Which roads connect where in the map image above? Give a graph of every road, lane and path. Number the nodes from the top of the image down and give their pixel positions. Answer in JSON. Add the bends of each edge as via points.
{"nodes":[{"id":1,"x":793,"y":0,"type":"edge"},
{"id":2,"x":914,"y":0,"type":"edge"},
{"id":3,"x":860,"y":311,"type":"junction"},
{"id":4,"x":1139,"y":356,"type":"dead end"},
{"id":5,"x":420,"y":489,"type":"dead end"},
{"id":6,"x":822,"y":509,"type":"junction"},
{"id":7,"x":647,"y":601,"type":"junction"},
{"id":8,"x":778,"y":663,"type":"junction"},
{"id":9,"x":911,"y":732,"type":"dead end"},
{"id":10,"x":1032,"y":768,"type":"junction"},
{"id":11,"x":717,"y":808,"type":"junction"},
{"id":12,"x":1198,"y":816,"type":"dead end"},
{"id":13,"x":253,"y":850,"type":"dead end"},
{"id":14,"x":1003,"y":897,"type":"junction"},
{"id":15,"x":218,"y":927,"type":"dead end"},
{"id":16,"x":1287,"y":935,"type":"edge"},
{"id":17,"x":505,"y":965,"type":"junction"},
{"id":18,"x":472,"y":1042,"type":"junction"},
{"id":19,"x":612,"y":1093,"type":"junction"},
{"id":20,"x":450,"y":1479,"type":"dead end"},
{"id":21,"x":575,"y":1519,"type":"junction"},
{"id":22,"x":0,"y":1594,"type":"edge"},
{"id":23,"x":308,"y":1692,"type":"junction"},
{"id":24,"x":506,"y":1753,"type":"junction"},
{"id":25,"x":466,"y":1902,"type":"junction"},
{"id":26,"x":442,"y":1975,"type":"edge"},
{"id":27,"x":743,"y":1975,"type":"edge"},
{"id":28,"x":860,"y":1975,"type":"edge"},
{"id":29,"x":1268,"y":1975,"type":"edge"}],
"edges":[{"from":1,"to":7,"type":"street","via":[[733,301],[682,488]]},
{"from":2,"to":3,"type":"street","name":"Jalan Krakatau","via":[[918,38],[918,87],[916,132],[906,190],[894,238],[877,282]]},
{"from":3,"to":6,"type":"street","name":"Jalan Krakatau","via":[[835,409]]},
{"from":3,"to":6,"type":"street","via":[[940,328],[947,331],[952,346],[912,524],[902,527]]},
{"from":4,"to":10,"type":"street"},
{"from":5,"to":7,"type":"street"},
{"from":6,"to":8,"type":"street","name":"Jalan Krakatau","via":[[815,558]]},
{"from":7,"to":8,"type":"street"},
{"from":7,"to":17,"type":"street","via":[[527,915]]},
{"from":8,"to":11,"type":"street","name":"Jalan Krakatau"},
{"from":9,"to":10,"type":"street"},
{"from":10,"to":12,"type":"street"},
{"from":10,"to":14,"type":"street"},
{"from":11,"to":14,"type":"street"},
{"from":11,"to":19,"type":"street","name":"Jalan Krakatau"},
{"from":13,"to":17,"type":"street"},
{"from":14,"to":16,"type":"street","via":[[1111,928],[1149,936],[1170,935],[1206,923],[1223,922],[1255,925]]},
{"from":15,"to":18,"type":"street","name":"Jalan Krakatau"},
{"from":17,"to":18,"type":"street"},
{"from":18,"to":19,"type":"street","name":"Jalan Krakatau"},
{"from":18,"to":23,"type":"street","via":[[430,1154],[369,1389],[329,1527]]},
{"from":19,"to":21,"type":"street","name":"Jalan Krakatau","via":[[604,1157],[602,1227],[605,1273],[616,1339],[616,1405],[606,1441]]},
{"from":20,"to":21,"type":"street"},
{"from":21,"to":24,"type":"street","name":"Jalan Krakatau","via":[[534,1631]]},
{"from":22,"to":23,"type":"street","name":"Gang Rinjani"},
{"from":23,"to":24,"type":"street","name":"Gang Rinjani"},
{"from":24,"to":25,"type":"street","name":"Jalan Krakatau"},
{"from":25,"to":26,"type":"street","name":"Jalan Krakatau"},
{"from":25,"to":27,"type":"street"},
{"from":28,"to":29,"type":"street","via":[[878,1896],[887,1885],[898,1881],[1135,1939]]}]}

----------

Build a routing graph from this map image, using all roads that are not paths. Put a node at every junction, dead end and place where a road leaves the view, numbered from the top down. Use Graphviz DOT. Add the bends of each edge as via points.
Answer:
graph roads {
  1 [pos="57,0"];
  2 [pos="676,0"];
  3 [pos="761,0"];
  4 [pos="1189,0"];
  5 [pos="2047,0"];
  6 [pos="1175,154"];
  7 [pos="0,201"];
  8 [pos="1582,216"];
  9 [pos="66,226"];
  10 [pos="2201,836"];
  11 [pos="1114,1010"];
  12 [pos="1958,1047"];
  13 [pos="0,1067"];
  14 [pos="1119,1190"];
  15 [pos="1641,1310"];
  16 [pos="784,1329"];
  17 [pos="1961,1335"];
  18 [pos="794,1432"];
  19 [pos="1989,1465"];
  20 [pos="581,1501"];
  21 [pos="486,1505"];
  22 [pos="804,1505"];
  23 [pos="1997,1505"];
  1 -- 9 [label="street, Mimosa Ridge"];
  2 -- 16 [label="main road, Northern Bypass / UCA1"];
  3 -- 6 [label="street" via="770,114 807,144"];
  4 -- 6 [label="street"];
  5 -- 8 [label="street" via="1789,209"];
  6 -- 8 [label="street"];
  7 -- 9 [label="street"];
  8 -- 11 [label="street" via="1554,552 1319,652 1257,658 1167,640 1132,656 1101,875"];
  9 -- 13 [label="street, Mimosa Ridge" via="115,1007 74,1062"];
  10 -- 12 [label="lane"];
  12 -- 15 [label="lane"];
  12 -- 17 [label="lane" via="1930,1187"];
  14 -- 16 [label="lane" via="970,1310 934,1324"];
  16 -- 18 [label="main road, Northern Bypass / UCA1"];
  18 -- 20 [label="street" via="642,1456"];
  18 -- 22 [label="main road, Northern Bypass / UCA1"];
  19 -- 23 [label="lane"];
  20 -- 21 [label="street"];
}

----------

**Work to complete**
The word "Rinjani" is the filter: copy every line of the listing above that contains it.

**Completed exercise**
{"from":22,"to":23,"type":"street","name":"Gang Rinjani"},
{"from":23,"to":24,"type":"street","name":"Gang Rinjani"},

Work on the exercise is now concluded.